Data Center Connector

The Data Center connector allows querying a remote openLooKeng data center. This can be used to join data between different openLooKeng clusters from the local openLooKeng environment.

Configuration

To configure the Data Center connector, create a catalog properties file in etc/catalog named, for example, dc.properties, to mount the Data Center connector as the dc catalog. Create the file with the following contents, replacing the connection properties as appropriate for your setup:

connector.name=dc
connection-url=http://example.net:8080
connection-user=root
connection-password=password

The following table lists all properties supported by the datacenter connector.
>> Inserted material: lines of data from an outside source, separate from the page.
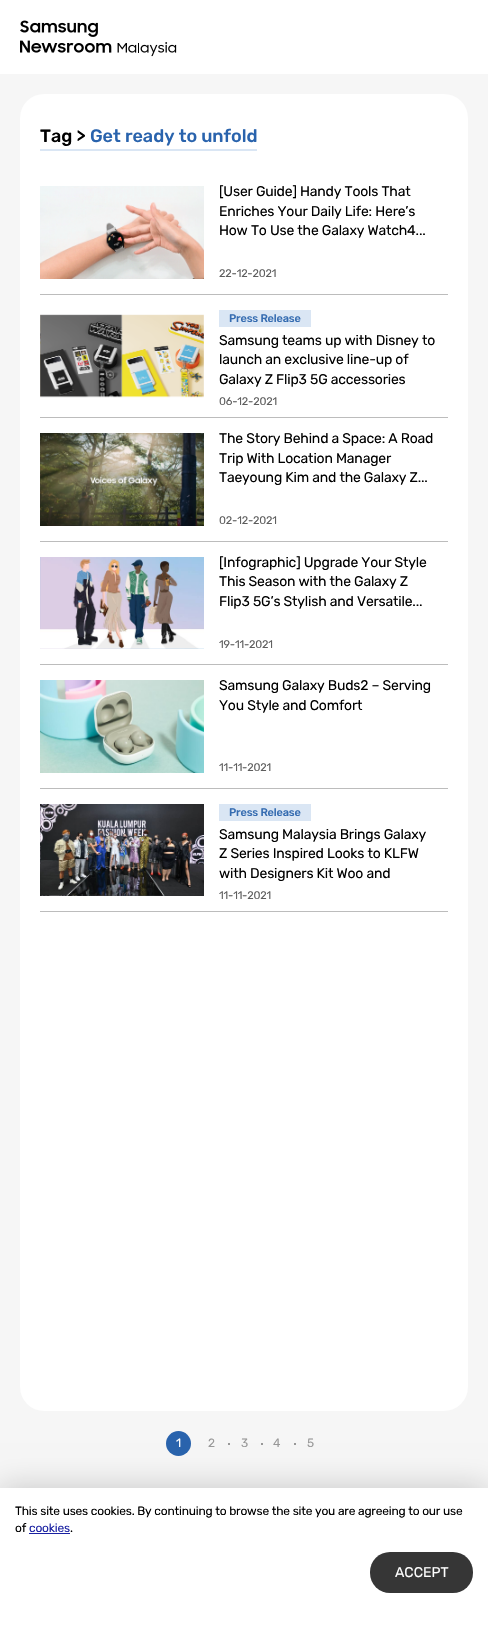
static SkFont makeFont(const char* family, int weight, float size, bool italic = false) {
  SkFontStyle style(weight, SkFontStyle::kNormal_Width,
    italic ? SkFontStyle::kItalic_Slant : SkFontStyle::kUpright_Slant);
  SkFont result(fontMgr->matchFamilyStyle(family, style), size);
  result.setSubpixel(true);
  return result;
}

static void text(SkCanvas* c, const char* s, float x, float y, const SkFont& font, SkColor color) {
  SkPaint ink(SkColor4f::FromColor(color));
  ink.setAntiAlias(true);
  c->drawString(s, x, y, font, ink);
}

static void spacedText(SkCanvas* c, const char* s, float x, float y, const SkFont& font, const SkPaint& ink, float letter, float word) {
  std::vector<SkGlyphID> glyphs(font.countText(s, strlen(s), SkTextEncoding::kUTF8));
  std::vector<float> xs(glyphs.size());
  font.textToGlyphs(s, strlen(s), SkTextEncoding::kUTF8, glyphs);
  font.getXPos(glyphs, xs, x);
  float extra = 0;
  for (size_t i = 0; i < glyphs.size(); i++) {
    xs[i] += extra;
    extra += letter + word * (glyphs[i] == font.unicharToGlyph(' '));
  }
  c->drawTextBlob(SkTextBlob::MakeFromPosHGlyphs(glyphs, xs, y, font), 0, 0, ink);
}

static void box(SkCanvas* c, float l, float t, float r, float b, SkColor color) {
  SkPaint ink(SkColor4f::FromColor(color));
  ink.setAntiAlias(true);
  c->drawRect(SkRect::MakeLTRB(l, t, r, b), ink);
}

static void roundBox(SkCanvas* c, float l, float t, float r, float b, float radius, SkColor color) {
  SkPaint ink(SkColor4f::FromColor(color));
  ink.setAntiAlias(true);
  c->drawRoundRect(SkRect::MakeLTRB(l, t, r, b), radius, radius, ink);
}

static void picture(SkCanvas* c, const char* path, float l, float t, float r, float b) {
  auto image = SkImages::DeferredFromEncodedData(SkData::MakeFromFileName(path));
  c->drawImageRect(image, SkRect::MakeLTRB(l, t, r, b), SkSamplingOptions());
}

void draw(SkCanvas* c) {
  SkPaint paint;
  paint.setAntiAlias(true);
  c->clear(0xffffffff);
  box(c, 0, 74, 488, 1488, 0xfff6f6f6);
  roundBox(c, 20, 94, 468, 1411, 24, 0xffffffff);
  box(c, 40, 149, 257, 151, 0xffdae6f4);
  SkFont face1 = makeFont("Rubik", 500, 18);
  text(c, "Tag >", 40, 142, face1, 0xff000000);
  text(c, "Get ready to unfold", 90, 142, face1, 0xff2963ad);
  box(c, 40, 294, 448, 295, 0xffbcbcbc);
  picture(c, "img_01.png", 40, 186, 204, 279);
  SkFont face2 = makeFont("Rubik", 400, 14);
  paint.setColor(0xff000000);
  spacedText(c, "[User Guide] Handy Tools That", 219, 196, face2, paint, -0.18f, 0);
  spacedText(c, "Enriches Your Daily Life: Here’s", 219, 216, face2, paint, -0.18f, 0);
  spacedText(c, "How To Use the Galaxy Watch4...", 219, 235, face2, paint, -0.18f, 0);
  SkFont face3 = makeFont("Rubik", 400, 11);
  paint.setColor(0xff5d5d5d);
  spacedText(c, "22-12-2021", 219, 277, face3, paint, -0.18f, 0);
  box(c, 40, 417, 448, 418, 0xffbcbcbc);
  picture(c, "img_02.png", 40, 314, 204, 398);
  box(c, 219, 310, 311, 327, 0xffdae6f4);
  SkFont face4 = makeFont("Rubik", 500, 11);
  paint.setColor(0xff356cb1);
  spacedText(c, "Press Release", 229, 322, face4, paint, -0.18f, 0);
  paint.setColor(0xff000000);
  spacedText(c, "Samsung teams up with Disney to", 219, 345, face2, paint, -0.18f, 0);
  spacedText(c, "launch an exclusive line-up of", 219, 364, face2, paint, -0.18f, 0);
  spacedText(c, "Galaxy Z Flip3 5G accessories", 219, 384, face2, paint, -0.18f, 0);
  paint.setColor(0xff5d5d5d);
  spacedText(c, "06-12-2021", 219, 405, face3, paint, -0.18f, 0);
  box(c, 40, 541, 448, 542, 0xffbcbcbc);
  picture(c, "img_03.png", 40, 433, 204, 526);
  paint.setColor(0xff000000);
  spacedText(c, "The Story Behind a Space: A Road", 219, 443, face2, paint, -0.18f, 0);
  spacedText(c, "Trip With Location Manager", 219, 463, face2, paint, -0.18f, 0);
  spacedText(c, "Taeyoung Kim and the Galaxy Z...", 219, 482, face2, paint, -0.18f, 0);
  paint.setColor(0xff5d5d5d);
  spacedText(c, "02-12-2021", 219, 524, face3, paint, -0.18f, 0);
  box(c, 40, 664, 448, 665, 0xffbcbcbc);
  picture(c, "img_04.png", 40, 557, 204, 649);
  paint.setColor(0xff000000);
  spacedText(c, "[Infographic] Upgrade Your Style", 219, 567, face2, paint, -0.18f, 0);
  spacedText(c, "This Season with the Galaxy Z", 219, 586, face2, paint, -0.18f, 0);
  spacedText(c, "Flip3 5G’s Stylish and Versatile...", 219, 606, face2, paint, -0.18f, 0);
  paint.setColor(0xff5d5d5d);
  spacedText(c, "19-11-2021", 219, 648, face3, paint, -0.18f, 0);
  box(c, 40, 788, 448, 789, 0xffbcbcbc);
  picture(c, "img_05.png", 40, 680, 204, 773);
  paint.setColor(0xff000000);
  spacedText(c, "Samsung Galaxy Buds2 – Serving", 219, 690, face2, paint, -0.18f, 0);
  spacedText(c, "You Style and Comfort", 219, 710, face2, paint, -0.18f, 0);
  paint.setColor(0xff5d5d5d);
  spacedText(c, "11-11-2021", 219, 771, face3, paint, -0.18f, 0);
  box(c, 40, 911, 448, 912, 0xffbcbcbc);
  picture(c, "img_06.png", 40, 804, 204, 896);
  box(c, 219, 804, 311, 821, 0xffdae6f4);
  paint.setColor(0xff356cb1);
  spacedText(c, "Press Release", 229, 816, face4, paint, -0.18f, 0);
  paint.setColor(0xff000000);
  spacedText(c, "Samsung Malaysia Brings Galaxy", 219, 839, face2, paint, -0.18f, 0);
  spacedText(c, "Z Series Inspired Looks to KLFW", 219, 858, face2, paint, -0.18f, 0);
  spacedText(c, "with Designers Kit Woo and", 219, 878, face2, paint, -0.18f, 0);
  paint.setColor(0xff5d5d5d);
  spacedText(c, "11-11-2021", 219, 899, face3, paint, -0.18f, 0);
  paint.setColor(0xff2963ad);
  c->drawCircle(178.5f, 1443.5f, 12.5f, paint);
  SkFont face5 = makeFont("Rubik", 400, 12);
  paint.setColor(0xffffffff);
  spacedText(c, "1", 176, 1447, face5, paint, -0.18f, 0);
  paint.setColor(0xff999999);
  spacedText(c, "2", 208, 1447, face5, paint, -0.18f, 0);
  box(c, 228, 1443, 230, 1445, 0xff999999);
  spacedText(c, "3", 241, 1447, face5, paint, -0.18f, 0);
  box(c, 261, 1443, 263, 1445, 0xff999999);
  spacedText(c, "4", 273, 1447, face5, paint, -0.18f, 0);
  box(c, 294, 1443, 296, 1445, 0xff999999);
  spacedText(c, "5", 307, 1447, face5, paint, -0.18f, 0);
  picture(c, "img_07.png", 20, 20, 177, 57);
  paint.setColor(0x33000000);
  paint.setMaskFilter(SkMaskFilter::MakeBlur(kNormal_SkBlurStyle, 15));
  c->drawRect(SkRect::MakeLTRB(0, 1488, 488, 1633), paint);
  paint.setMaskFilter(nullptr);
  box(c, 0, 1488, 488, 1633, 0xffffffff);
  paint.setColor(0xff000000);
  spacedText(c, "This site uses cookies. By continuing to browse the site you are agreeing to our use", 15, 1515, face5, paint, -0.18f, 0);
  spacedText(c, "of", 15, 1532, face5, paint, -0.18f, 0);
  paint.setColor(0xff1920a2);
  spacedText(c, "cookies", 29, 1532, face5, paint, -0.18f, 0);
  box(c, 29, 1533, 70, 1534, 0xff1920a2);
  paint.setColor(0xff000000);
  spacedText(c, ".", 70, 1532, face5, paint, -0.18f, 0);
  roundBox(c, 370, 1552, 473, 1593, 20, 0xff363636);
  text(c, "ACCEPT", 395, 1577, face2, 0xffffffff);
}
Property Name Description Default
connection-url The connection URL
connection-user Username
connection-password Password
dc.accesstoken Access token for token based authentication
dc.application.name.prefix Prefix to append to any specified ApplicationName client info property, which is used to Set source name for the openLooKeng query. If neither this property nor ApplicationName are set, the source for the query will be hetu-dc hetu-dc
dc.extra.credentials Extra credentials for connecting to external services. The extraCredentials is a list of key-value pairs. Example: foo:bar;abc:xyz will create credentials abc=xyz and foo=bar
dc.http-client-timeout Time until the client keeps retrying to fetch the data, default value is 10min 10.00m
dc.http-compression Whether use gzip compress response body, default value is false false
dc.http-request-connectTimeout http request connect timeout, default value is 30s 30.00s
dc.http-request-readTimeout http request read timeout, default value is 30s 30.00s
dc.httpclient.maximum.idle.connections Maximum idle connections to be kept open in the http client 20
dc.httpproxy HTTP proxy host and port. Example: localhost:8888
dc.kerberos.config.path Kerberos configuration file
dc.kerberos.credential.cachepath Kerberos credential cache
dc.kerberos.keytab.path Kerberos keytab file
dc.kerberos.principal The principal to use when authenticating to the openLooKeng coordinator
dc.kerberos.remote.service.name openLooKeng coordinator Kerberos service name. This parameter is required for Kerberos authentication
dc.kerberos.service.principal.pattern openLooKeng coordinator Kerberos service principal pattern. The default is ${SERVICE}@${HOST}.${SERVICE} is replaced with the value of KerberosRemoteServiceName and ${HOST} is replaced with the hostname of the coordinator (after canonicalization if enabled) ${SERVICE}@${HOST}
dc.kerberos.use.canonical.hostname Use the canonical hostname of the openLooKeng coordinator for the Kerberos service principal by firstresolving the hostname to an IP address and then doing a reverse DNS lookup for that IP address. false
dc.max.anticipated.delay Maximum anticipated delay between two requests for a query in the cluster. If the remote dc did not receive a request for more than this delay, it may cancel the query. 10.00m
dc.metadata.cache.enabled Metadata Cache Enabled true
dc.metadata.cache.maximum.size Metadata Cache Maximum Size 10000
dc.metadata.cache.ttl Metadata Cache Ttl 1.00s
dc.query.pushdown.enabled Enable sub-query push down to this data center. If this property is not set, by default sub-queries are pushed down true
dc.remote-http-server.max-request-header-size This property should be equivalent to the value of http-server.max-request-header-size in the remote server 4kB
dc.remote.cluster.id A unique id for the remote cluster
dc.socksproxy SOCKS proxy host and port. Example: localhost:1080
dc.ssl Use HTTPS for connections false
dc.ssl.keystore.password The keystore password
dc.ssl.keystore.path The location of the Java KeyStore file that contains the certificate and private key to use for authentication
dc.ssl.truststore.password The truststore password
dc.ssl.truststore.path The location of the Java TrustStore file that will be used to validate HTTPS server certificates

Multiple openLooKeng Clusters

You can have as many catalogs as you need, so if you have additional data centers, simply add another properties file to etc/catalog with a different name (making sure it ends in .properties). For example, if you name the property file sales.properties, openLooKeng will create a catalog named sales using the configured connector.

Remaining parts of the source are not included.